Gov. Phil Murphy is standing firm on his administration’s decisions to borrow $4.4 billion to avoid budget cuts last year due to the coronavirus.
“I haven’t heard so much Monday morning quarterbacking since Howard Cosell retired….we make the decisions at the time we make them based on the best information we have,” said Murphy at a press briefing April 7. “With all due respect, we did what we thought we had to do and will continue to do just that every single day we come to work.”
Murphy reminded critics of the political chaos last Fall when the bonds were sold and the words coming from Republican leaders such as then President Donald Trump and Senate Majority Leader Mitch McConnell (R-KY).
“You had an avowed leader in the Republican caucus, Mitch McConnell, saying there was no way there would be any state and local aid,” said Murphy. “I noticed somebody said that to say that we overreacted or something—(that) was the epic understatement of the year.”
The governor continued, “Tell that we overstated the impact of the pandemic to any of the 2 million people who lost their jobs, several hundred thousands of whom have lost more than one job in the past 13 months. Tell that we overreacted to a small business owner, 30% of which have failed, or a restaurant owner, or a working mom trying to make both ends meet as it relates to childcare or families that are in arrears on utilities, rent, mortgage payments.”
The retort comes as state lawmakers have begun to conduct hearings on the budget to be passed this Summer. Republican members of the State Senate Budget & Appropriations Committee recently attacked the Murphy Administration for what they see as false revenue projections during the coronavirus pandemic.

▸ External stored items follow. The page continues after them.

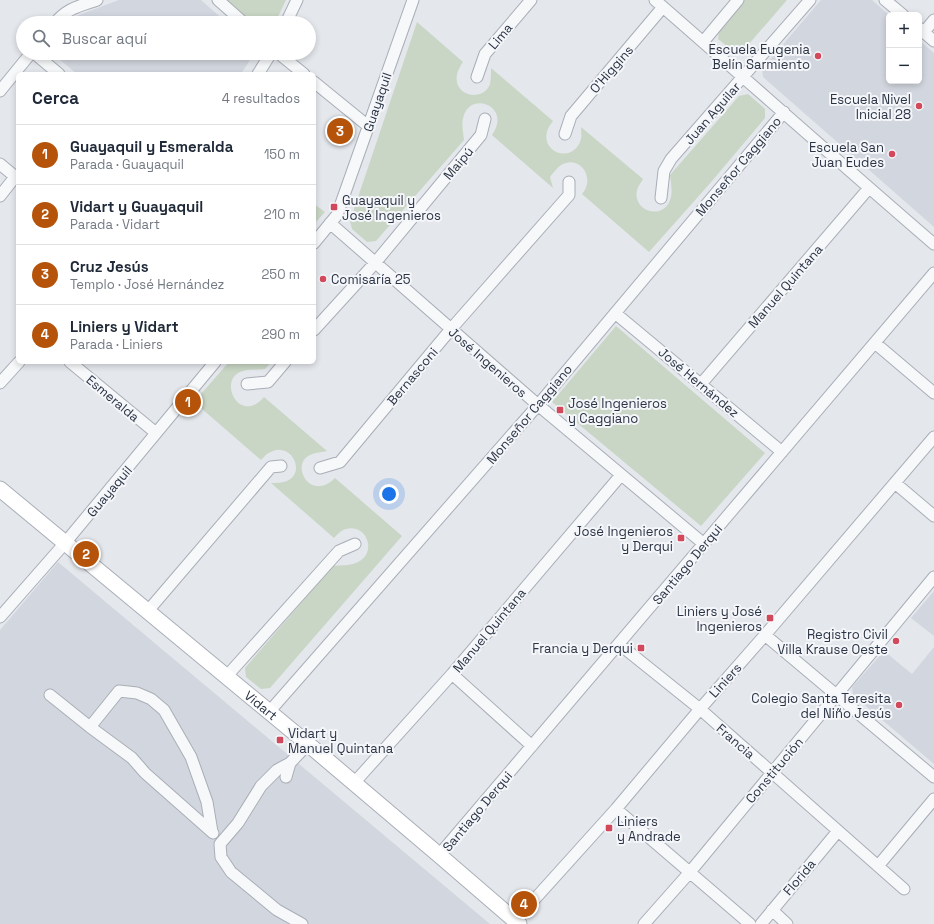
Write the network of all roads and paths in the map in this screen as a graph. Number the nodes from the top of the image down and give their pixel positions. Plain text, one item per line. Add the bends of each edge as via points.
1 (97, 0) edge
2 (218, 0) edge
3 (297, 0) edge
4 (413, 0) edge
5 (531, 0) edge
6 (738, 0) edge
7 (810, 0) edge
8 (885, 0) edge
9 (659, 4) edge
10 (899, 12) edge
11 (60, 16) edge
12 (236, 16) edge
13 (289, 16) edge
14 (934, 20) edge
15 (922, 29) edge
16 (922, 31) edge
17 (934, 41) edge
18 (703, 42) junction
19 (25, 60) edge
20 (42, 60) edge
21 (267, 60) edge
22 (287, 60) edge
23 (57, 72) edge
24 (259, 72) edge
25 (302, 72) edge
26 (477, 77) dead end
27 (744, 77) junction
28 (316, 84) edge
29 (0, 91) edge
30 (784, 112) junction
31 (484, 119) dead end
32 (368, 126) junction
33 (565, 134) dead end
34 (0, 164) edge
35 (16, 178) edge
36 (569, 182) dead end
37 (869, 188) junction
38 (0, 196) edge
39 (661, 198) dead end
40 (330, 223) junction
41 (316, 240) edge
42 (934, 244) edge
43 (375, 263) junction
44 (934, 273) edge
45 (615, 313) junction
46 (316, 328) edge
47 (451, 329) junction
48 (875, 343) junction
49 (17, 364) edge
50 (72, 364) edge
51 (213, 364) edge
52 (283, 364) edge
53 (0, 383) edge
54 (247, 384) dead end
55 (701, 384) junction
56 (934, 393) edge
57 (538, 405) junction
58 (156, 433) junction
59 (934, 437) edge
60 (782, 452) junction
61 (281, 466) dead end
62 (320, 468) dead end
63 (621, 475) junction
64 (895, 483) junction
65 (0, 489) edge
66 (934, 516) edge
67 (65, 543) junction
68 (355, 544) dead end
69 (704, 544) junction
70 (934, 577) edge
71 (147, 612) junction
72 (0, 617) edge
73 (765, 635) junction
74 (619, 644) junction
75 (452, 674) junction
76 (226, 677) junction
77 (50, 695) dead end
78 (836, 696) junction
79 (700, 709) junction
80 (269, 712) junction
81 (90, 727) junction
82 (308, 744) junction
83 (532, 746) junction
84 (290, 763) junction
85 (772, 772) junction
86 (286, 777) dead end
87 (934, 777) edge
88 (354, 783) junction
89 (934, 799) edge
90 (616, 809) junction
91 (838, 831) junction
92 (212, 832) junction
93 (220, 844) junction
94 (439, 855) junction
95 (878, 866) junction
96 (690, 872) junction
97 (904, 890) dead end
98 (772, 910) junction
99 (517, 923) edge
100 (302, 924) edge
101 (644, 924) edge
102 (750, 924) edge
103 (761, 924) edge
104 (787, 924) edge

1 - 11 street
2 - 12 street
3 - 13 street
4 - 32 street, Guayaquil
5 - 26 street, Lima via 485,54
6 - 18 street
7 - 27 street, Juan Aguilar
8 - 10 street
9 - 18 street
9 - 33 street, O'Higgins via 571,116
14 - 15 street
16 - 17 street
18 - 27 street
19 - 29 street
20 - 23 street
21 - 24 street
22 - 25 street
27 - 30 street
27 - 39 street, Juan Aguilar via 671,159 664,170
28 - 32 street
30 - 37 street
30 - 45 street, Monseñor Caggiano
31 - 43 street, Maipú via 481,135
32 - 40 street, Guayaquil via 337,215
34 - 35 street
35 - 38 street
36 - 47 street, Bernasconi via 569,195
37 - 42 street
37 - 55 street, Manuel Quintana
40 - 41 street, Guayaquil
40 - 43 street, José Ingenieros
43 - 46 street, Maipú
43 - 47 street, José Ingenieros
44 - 48 street, Santiago Derqui
45 - 55 street, José Hernández
45 - 57 street, Monseñor Caggiano
47 - 57 street, José Ingenieros
47 - 62 street, Bernasconi via 340,462
48 - 56 street
48 - 60 street, Santiago Derqui
49 - 53 street
50 - 58 street, Esmeralda
51 - 58 street, Guayaquil
52 - 54 street via 268,382
55 - 60 street, José Hernández
57 - 63 street, José Ingenieros
57 - 80 street, Monseñor Caggiano
58 - 67 street, Guayaquil
59 - 64 street, Liniers
60 - 69 street, Santiago Derqui
61 - 71 street via 271,467
63 - 69 street, José Ingenieros
63 - 75 street, Manuel Quintana
64 - 66 street
64 - 73 street, Liniers
65 - 67 street, Vidart
67 - 71 street, Vidart
67 - 72 street, Guayaquil
68 - 76 street via 339,551
69 - 74 street, Santiago Derqui
70 - 78 street, Constitución
71 - 76 street, Vidart
73 - 78 street
73 - 79 street, Liniers
74 - 79 street, Francia
74 - 83 street, Santiago Derqui
75 - 83 street
75 - 88 street, Manuel Quintana
76 - 80 street, Vidart
77 - 81 street
78 - 85 street, Constitución
78 - 87 street
79 - 85 street, Francia
79 - 90 street, Liniers
80 - 82 street, Vidart
81 - 92 street via 132,758 145,773
81 - 92 street via 119,691 136,693 151,699 164,710 191,757 207,802
82 - 84 street
82 - 88 street, Vidart
83 - 94 street, Santiago Derqui
84 - 86 street
84 - 93 street via 277,770 261,786 238,823
85 - 91 street, Francia
85 - 96 street, Constitución
88 - 94 street, Vidart
89 - 95 street
90 - 96 street
90 - 99 street, Liniers
91 - 95 street, Francia
91 - 98 street, Florida
92 - 93 street
93 - 100 street via 221,857 231,872 278,910
94 - 99 street, Vidart
95 - 97 street, Francia
96 - 101 street, Constitución
96 - 102 street
98 - 103 street, Florida
98 - 104 street

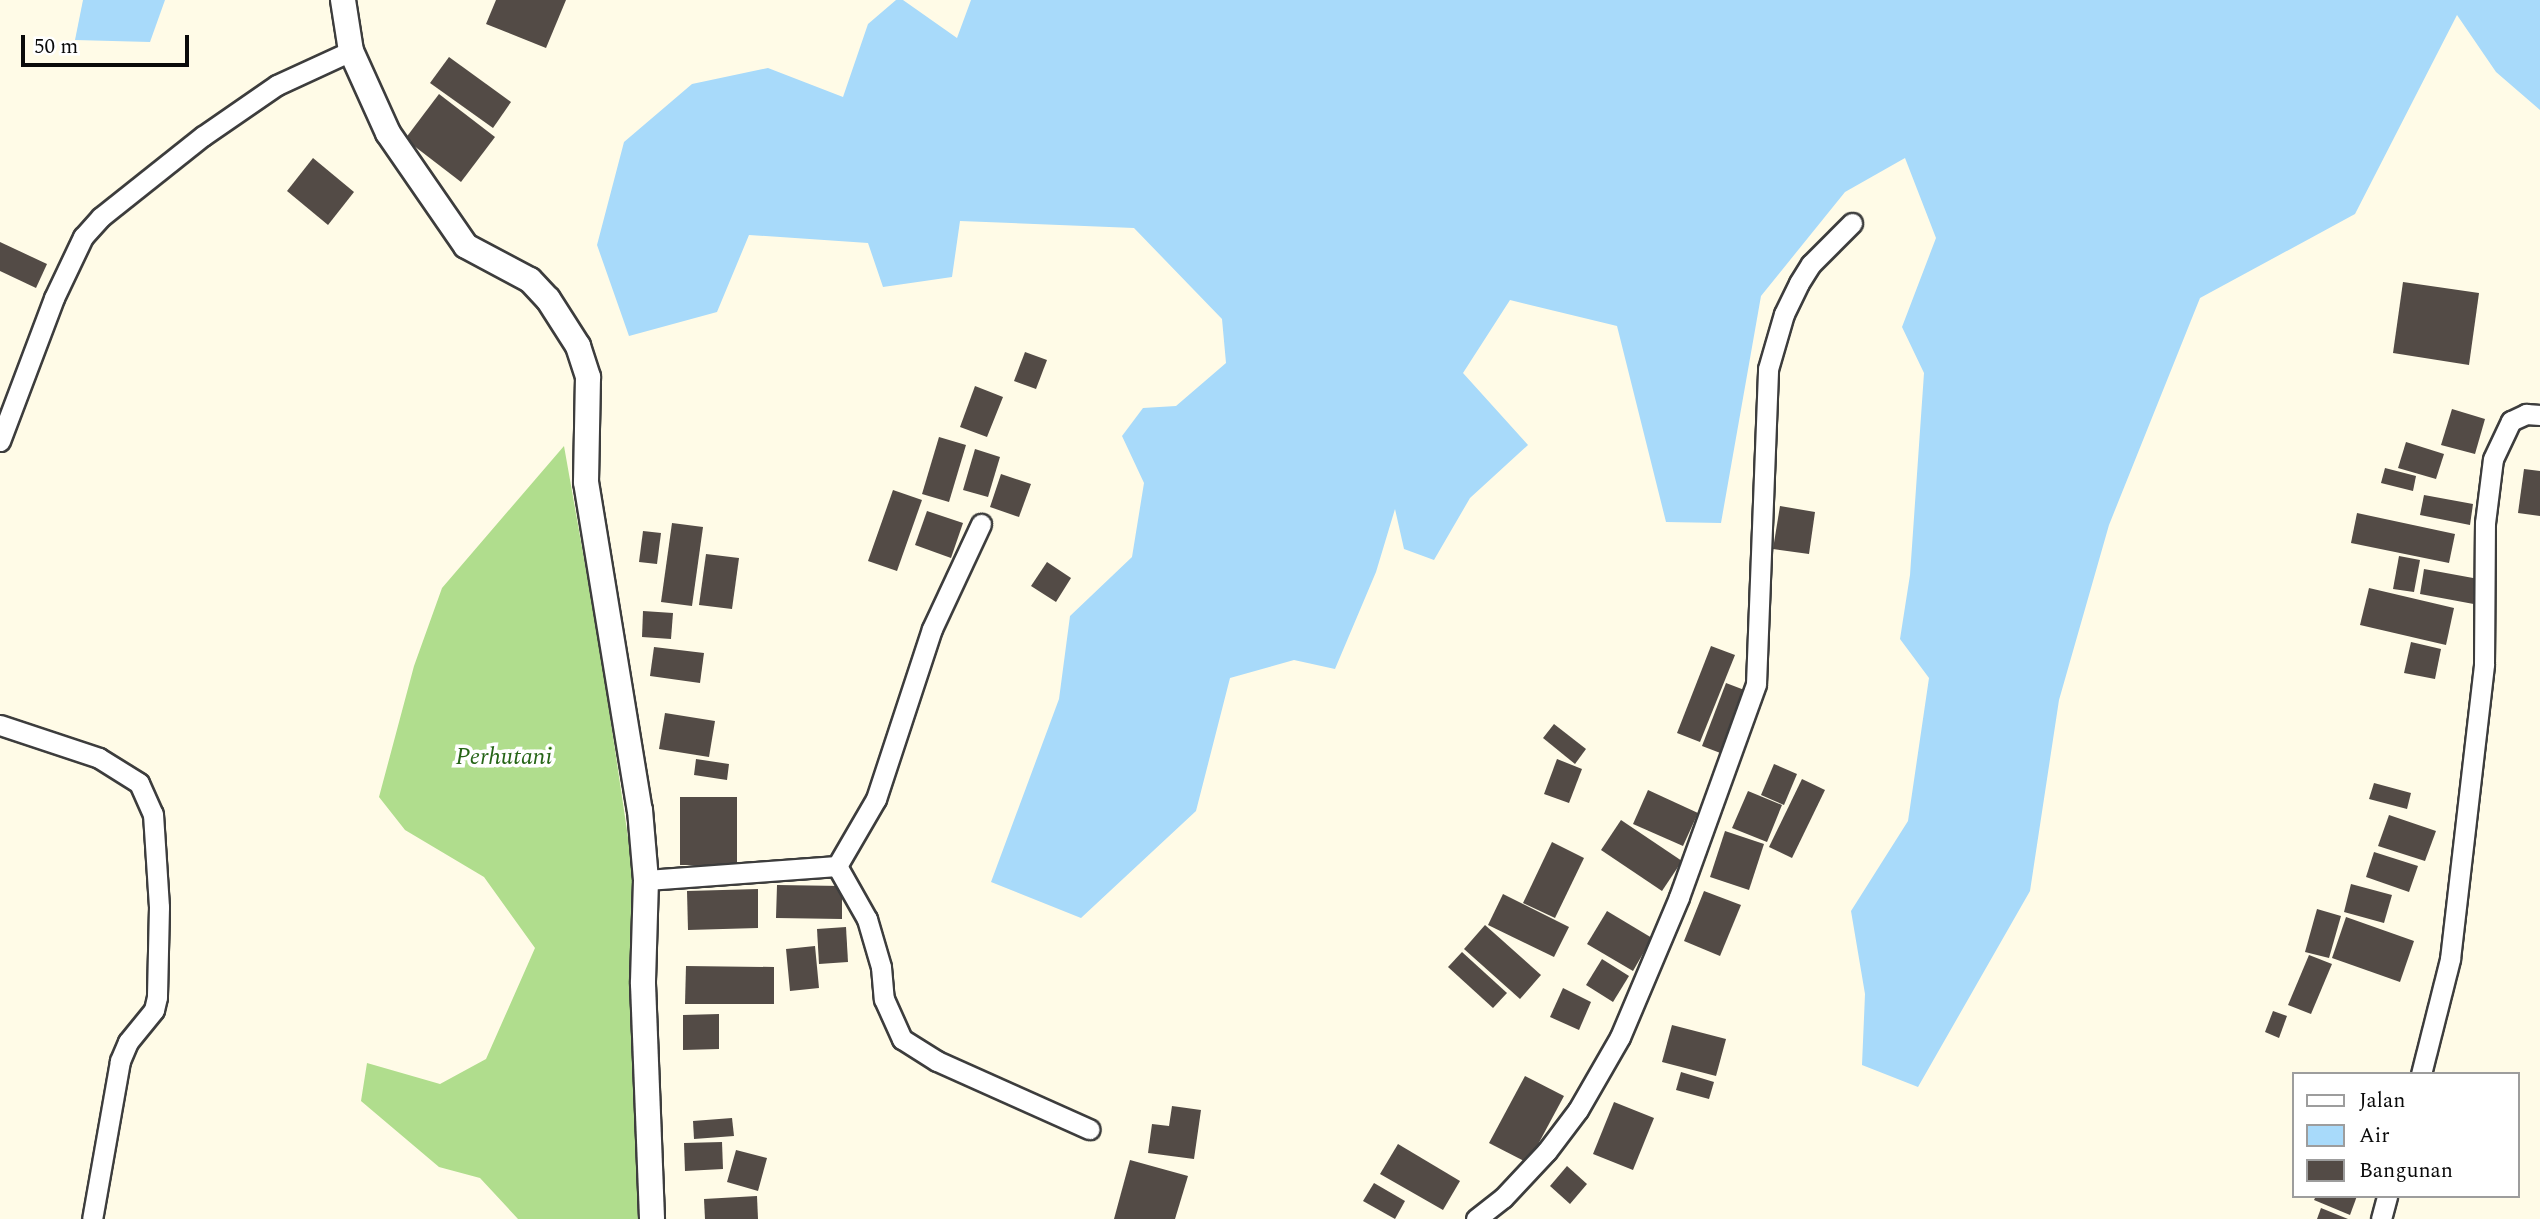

Revenue Higher than Forecast
GOP State Senators’ arguments were augmented by a fiscal analyst from the nonpartisan Office of Legislative Services (OLS) on April 6 that estimated tax collections through March are coming in nearly $3.7 billion higher than Gov. Murphy’s projected when the current budget was approved in September.
“The Murphy Administration peddled outrageous claims about the state’s finances over the past year that have proven to be completely false,” said State Sen. Steve Oroho (R-24), the Republican Budget Officer. “Going back to last July, we had clear signs the state’s financial picture was better than expected despite the Murphy Administration’s measures that needlessly destroyed so many businesses.”
The governor dismissed the argument that the state faces falling off a financial cliff in the coming years as one he has heard since being elected and is based on prior precautions that he characterized as “a habit of awful behavior.”
What Fiscal Cliff?
“That’s a question since literally I had my hand on the Bible. Since day one, there’s always this discussion,” he commented. “I think that’s probably a rightful narrative based on the way things used to be done in this state which is plug in a lot of holes with Band-Aids and barely make it to June 30 at midnight and then have to wake up the next day on July 1st and figure out what other rabbits can we pull out of our hat.”
Murphy noted the state’s workforce is smaller than it was when he was elected in office in 2017 as the department heads to downsize.
“We want to be responsible about this. We do not want to blow it all like drunken sailors and then have to wake up in any year, fiscal ’23 or otherwise, and say oh, my God, now what do we do?” he stated. “That’s just not who we are, and that’s not who we’re going to become.”
Grow the Economy
While previously noting the damage to residents and businesses in the last year, Murphy believes the pandemic has accelerated economic growth with the influx of people moving into New Jersey sooner in their lives.
“We need to grow the economy…that’s another habit from the old days (when) we accepted the fact that we were not growing, that our revenues were stale, and that you had a fixed box that you had to fit everything into,” said Murphy. “Well, the reality is there’s no reason why we can’t grow at a significant clip in the years ahead, and that’s the best thing we can do to give us flexibility on continuing to provide services and property tax relief.”